Upgrade Considerations for Spark 3.3.2

When upgrading to Spark 3.3.2, you should review the following considerations and perform the necessary steps.

Spark core
Features	Upgrades
log4j	Since Spark 3.3, Spark migrates its log4j dependency from 1.x to 2.x because log4j 1.x is no longer supported by the community. Users should rewrite original log4j properties files using log4j2 syntax (XML, JSON, YAML, or properties format). Spark rewrites the conf/log4j.properties.template which is included in the Spark distribution, to conf/log4j2.properties.template with log4j2 properties format.
read file without a schema	spark.scheduler.allocation.file supports reading remote files using hadoop filesystem, which means that if the path has no scheme, Spark will respect hadoop configuration to read it.
RDD/Partions	spark.hadoopRDD.ignoreEmptySplits is set to true by default, which means Spark will not create empty partitions for empty input splits.
commression codec	spark.eventLog.compression.codec is set to zstd by default, which means Spark will not fallback to use spark.io.compression.codec anymore.
storage replication proactive	spark.storage.replication.proactive is enabled by default, which means Spark will try to replenish in case of losing cached RDD block replicas due to executor failures. Since Spark 3.3, Spark migrates its log4j dependency from 1.x to 2.x because log4j 1.x is no longer.
depreciated property	spark.launcher.childConectionTimeout is deprecated though still works. Use spark.launcher.childConnectionTimeout instead.
Apache Mesos	Support for Apache Mesos as a resource manager is deprecated.
kubernetes driver	Spark will delete the K8s driver service resource when the application terminates itself.
SparkContext in executors	An exception will be thrown when creating SparkContext in executors. You can allow it by setting the configuration spark.executor.allowSparkContext when creating SparkContext in executors.
Hadoop classpath	It does not propagate the Hadoop classpath from yarn.application.classpath and mapreduce.application.classpath into the Spark application submitted to YARN. This happens when the Spark distribution includes the built-in Hadoop to prevent a failure from different transitive dependencies picked up from the Hadoop cluster, such as Guava and Jackson.

SparkR (R on Spark)
Features	Upgrades
methods for parquet	The deprecated methods parquetFile, saveAsParquetFile, jsonFile, jsonRDD have been removed. Use read.parquet, write.parquet, read.json instead (upgraded in Spark 3.0).
automatic download and install	Now, SparkR does not automatically download and install the Spark distribution in the user’s cache. Instead, it requests permission to download and install it.

PySpark
Features	Upgrades
Error Handling in PySpark Methods	PySpark methods from the sql, ml, and spark_on_pandas modules now raise a TypeError instead of a ValueError when applied to parameters of an inappropriate type.
Simplified Traceback for Python UDFs	The traceback for Python UDFs, pandas UDFs, and pandas function APIs is simplified by default. The internal Python worker’s traceback is no longer printed, which helps reduce noise in error logs.
Pinned Thread Mode Enabled by Default	Pinned thread mode is available by default. This mode maps each Python thread to a corresponding JVM thread. Previously, a single JVM thread could be reused for multiple Python threads, leading to shared local JVM thread data across multiple Python threads.

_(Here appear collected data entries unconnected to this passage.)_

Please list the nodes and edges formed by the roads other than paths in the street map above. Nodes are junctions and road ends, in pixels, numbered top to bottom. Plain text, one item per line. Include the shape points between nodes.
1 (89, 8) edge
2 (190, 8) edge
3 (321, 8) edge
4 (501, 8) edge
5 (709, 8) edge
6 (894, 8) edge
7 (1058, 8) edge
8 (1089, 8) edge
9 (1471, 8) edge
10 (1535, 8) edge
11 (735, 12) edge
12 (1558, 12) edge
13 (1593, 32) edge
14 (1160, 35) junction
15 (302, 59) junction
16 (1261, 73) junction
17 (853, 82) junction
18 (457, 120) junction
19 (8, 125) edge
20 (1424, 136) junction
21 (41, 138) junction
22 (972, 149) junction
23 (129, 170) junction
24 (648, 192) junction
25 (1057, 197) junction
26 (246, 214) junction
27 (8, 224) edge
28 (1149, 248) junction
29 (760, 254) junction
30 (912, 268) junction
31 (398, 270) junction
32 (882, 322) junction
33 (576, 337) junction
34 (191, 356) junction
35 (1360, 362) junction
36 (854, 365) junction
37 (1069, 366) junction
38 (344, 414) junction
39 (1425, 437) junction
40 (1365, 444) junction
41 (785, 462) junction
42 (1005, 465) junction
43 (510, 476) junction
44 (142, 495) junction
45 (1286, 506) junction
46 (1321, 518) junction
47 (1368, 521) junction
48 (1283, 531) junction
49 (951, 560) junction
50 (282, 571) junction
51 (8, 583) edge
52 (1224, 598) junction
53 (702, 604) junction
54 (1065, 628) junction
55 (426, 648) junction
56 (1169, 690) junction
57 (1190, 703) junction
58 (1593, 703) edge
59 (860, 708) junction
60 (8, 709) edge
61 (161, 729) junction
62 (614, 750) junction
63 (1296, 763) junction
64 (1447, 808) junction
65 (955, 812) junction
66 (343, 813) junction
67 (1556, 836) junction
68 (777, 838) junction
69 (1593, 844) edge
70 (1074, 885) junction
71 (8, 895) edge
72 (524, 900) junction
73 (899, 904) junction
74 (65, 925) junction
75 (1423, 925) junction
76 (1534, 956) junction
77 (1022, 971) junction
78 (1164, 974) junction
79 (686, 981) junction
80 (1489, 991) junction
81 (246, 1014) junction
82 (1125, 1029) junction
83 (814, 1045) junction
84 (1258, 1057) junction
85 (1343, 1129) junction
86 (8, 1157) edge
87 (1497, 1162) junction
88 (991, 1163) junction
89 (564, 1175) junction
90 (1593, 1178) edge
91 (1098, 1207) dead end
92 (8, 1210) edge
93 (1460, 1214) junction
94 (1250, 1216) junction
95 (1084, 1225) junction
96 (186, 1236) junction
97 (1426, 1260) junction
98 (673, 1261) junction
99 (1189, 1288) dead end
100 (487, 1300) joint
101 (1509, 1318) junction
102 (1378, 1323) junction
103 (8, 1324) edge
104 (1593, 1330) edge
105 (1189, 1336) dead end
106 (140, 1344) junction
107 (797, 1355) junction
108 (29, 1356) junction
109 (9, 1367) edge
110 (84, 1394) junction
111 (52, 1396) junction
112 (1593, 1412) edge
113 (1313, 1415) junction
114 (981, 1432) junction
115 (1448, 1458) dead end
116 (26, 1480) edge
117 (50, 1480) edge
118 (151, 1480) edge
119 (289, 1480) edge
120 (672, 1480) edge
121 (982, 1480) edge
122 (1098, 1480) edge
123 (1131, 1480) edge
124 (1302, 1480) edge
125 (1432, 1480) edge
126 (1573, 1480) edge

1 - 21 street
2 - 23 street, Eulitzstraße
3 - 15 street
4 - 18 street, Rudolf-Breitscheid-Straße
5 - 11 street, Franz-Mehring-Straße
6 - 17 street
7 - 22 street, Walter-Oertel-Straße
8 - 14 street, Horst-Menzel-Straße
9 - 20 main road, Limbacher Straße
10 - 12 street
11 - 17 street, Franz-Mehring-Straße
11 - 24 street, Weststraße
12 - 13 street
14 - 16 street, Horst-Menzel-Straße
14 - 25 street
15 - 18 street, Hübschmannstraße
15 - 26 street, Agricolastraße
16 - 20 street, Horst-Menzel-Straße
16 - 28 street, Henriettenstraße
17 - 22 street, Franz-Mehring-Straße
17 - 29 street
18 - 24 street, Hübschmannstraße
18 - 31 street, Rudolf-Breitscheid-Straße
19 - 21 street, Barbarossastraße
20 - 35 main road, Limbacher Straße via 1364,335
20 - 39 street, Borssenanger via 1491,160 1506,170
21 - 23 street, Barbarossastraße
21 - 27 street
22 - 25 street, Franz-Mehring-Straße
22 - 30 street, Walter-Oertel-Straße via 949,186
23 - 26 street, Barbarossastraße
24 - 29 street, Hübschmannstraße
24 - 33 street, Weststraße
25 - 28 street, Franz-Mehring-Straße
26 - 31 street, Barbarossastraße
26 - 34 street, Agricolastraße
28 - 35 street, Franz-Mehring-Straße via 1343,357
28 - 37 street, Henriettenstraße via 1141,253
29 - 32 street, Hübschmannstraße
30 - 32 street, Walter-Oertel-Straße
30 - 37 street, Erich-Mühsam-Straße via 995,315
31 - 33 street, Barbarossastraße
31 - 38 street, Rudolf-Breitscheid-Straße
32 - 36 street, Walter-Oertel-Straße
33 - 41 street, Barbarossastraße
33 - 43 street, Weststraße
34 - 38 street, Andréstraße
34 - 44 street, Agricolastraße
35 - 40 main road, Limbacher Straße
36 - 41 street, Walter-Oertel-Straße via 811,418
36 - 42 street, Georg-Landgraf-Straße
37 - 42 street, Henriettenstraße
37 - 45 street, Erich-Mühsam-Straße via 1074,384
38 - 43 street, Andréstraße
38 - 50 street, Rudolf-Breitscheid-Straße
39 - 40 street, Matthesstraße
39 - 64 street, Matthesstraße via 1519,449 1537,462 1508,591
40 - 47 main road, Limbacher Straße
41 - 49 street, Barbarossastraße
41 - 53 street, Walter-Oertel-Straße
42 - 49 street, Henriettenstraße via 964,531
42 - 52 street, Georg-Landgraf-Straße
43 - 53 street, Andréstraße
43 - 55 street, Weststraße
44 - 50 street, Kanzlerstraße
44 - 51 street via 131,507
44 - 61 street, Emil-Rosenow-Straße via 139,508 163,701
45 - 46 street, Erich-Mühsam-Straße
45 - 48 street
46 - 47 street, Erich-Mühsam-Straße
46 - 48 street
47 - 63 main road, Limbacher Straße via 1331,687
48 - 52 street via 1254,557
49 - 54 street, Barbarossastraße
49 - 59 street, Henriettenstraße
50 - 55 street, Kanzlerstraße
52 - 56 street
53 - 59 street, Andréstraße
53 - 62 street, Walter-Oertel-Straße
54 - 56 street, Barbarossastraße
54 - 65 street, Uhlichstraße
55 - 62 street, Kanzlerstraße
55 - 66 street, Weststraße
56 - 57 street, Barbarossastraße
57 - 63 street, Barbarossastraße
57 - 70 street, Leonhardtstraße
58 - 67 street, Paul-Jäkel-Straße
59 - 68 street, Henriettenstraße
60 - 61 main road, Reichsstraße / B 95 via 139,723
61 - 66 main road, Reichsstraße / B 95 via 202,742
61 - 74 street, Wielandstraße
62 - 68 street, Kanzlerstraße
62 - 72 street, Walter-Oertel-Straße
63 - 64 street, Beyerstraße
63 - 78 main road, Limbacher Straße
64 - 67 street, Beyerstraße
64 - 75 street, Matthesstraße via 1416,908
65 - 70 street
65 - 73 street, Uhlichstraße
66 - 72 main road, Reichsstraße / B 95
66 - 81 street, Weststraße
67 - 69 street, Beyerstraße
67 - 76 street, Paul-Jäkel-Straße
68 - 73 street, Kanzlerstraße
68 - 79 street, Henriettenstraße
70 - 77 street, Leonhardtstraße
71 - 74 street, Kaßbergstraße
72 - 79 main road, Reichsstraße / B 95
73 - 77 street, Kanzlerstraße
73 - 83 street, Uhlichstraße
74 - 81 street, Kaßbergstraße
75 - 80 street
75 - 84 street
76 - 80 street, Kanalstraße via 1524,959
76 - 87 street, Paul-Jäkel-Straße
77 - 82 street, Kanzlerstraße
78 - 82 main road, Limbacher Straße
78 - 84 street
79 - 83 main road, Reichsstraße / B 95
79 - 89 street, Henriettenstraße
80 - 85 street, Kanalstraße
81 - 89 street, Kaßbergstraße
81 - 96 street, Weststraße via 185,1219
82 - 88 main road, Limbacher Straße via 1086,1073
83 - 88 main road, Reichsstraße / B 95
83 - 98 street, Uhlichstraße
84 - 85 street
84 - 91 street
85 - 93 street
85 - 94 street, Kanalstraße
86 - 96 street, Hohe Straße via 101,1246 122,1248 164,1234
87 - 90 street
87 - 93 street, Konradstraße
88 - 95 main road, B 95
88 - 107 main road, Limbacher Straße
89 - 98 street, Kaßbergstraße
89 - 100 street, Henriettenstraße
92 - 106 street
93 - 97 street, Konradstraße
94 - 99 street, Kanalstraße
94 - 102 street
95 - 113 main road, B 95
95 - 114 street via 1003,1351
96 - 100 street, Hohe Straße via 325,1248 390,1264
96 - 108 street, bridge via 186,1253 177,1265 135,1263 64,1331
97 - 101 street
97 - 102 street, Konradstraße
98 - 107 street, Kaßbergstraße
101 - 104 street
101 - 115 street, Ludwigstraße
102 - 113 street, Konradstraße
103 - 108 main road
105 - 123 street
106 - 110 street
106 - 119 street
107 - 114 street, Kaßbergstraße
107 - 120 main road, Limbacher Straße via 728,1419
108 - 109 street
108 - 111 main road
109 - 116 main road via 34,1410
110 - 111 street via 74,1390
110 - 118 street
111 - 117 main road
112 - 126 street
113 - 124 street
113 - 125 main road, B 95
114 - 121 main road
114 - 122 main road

SQL, Datasets and DataFrame
Features	Upgrades
Statistical Functions and Aggregate Behavior	Functions like std, stddev, variance, covar_samp, etc., now return NULL instead of Double.NaN when a DivideByZero occurs (e.g., when applying stddev_samp on a single-element set). To revert to the old behavior, set spark.sql.legacy.statisticalAggregate = true. Enhanced error handling for statistical functions to ensure operations are predictable regarding NULL handling. Improvements include that covar_samp returns NULL for insufficient data instead of erroneous results and consistent treatment of edge cases in variance calculations. Further performance enhancements for aggregate operations on larger datasets and improved execution plans for statistical functions.
Return Types and Handling of Data Types	grouping_id() now returns long instead of int. Revert it by setting spark.sql.legacy.integerGroupingId = true. Support for CHAR and VARCHAR types in the table schema has been introduced. Table scan/insertion will respect the CHAR/VARCHAR semantic. If CHAR/VARCHAR types are used in places other than the table schema, an exception will be thrown. The CAST operation remains an exception that treats CHAR/VARCHAR as string, similar to earlier versions. Revert it by setting spark.sql.legacy.charVarcharAsString = true. Improvements in handling complex data structures. Improving the ability to work with nested types, arrays, maps, and structs more efficiently.
Datetime Functions	Functions like from_unixtime, unix_timestamp, etc., fail if the specified datetime pattern is invalid (previously it returned NULL). Enhanced consistency in error handling across all datetime functions. This ensures that invalid datetime inputs are handled uniformly, improving predictability and reliability in datetime operations.
Path Options and DataFrame Operations	The path option cannot coexist with specified path parameters in methods like DataFrameReader.load() and DataFrameWriter.save(). Set spark.sql.legacy.pathOptionBehavior.enabled = true to revert it. Enhanced error messages for clarity regarding path option issues.
JSON and CSV Functions	schema_of_json and schema_of_csv now return quoted field names. JSON datasource infers TimestampType from string values by setting the option inferTimestamp = true. Optimizations for JSON and CSV handling improve overall performance.
Handling of NULL Values and Complex TypesHandling of NULL Values and Complex Types	NULL elements in structs, arrays, and maps are converted to null in string casting instead of staying as empty strings. Revert it by setting spark.sql.legacy.castComplexTypesToString.enabled = true. Consistent behavior in NULL handling across all complex types.
Error Handling and Exception Management	Specific exceptions are thrown for Hive external catalog operations (PartitionsAlreadyExistException and NoSuchPartitionsException). IllegalArgumentException is now returned for incomplete interval literals (e.g., INTERVAL ‘1’, INTERVAL ‘1 DAY 2’), which were previously treated as NULL. Enhanced exception handling across various operations.
View Management, Table Management and SQL Configurations	Permanent views capture runtime SQL configs and store them as view properties. Temporary views created via CACHE TABLE … AS SELECT behave similarly, affecting parsing and analysis phases. Refreshing a table triggers an uncache operation for all other caches that reference the table, even if the table itself is not cached. This behavior differs from Spark 3.0, where the operation only triggered if the table itself was cached. Performance improvements in view resolution.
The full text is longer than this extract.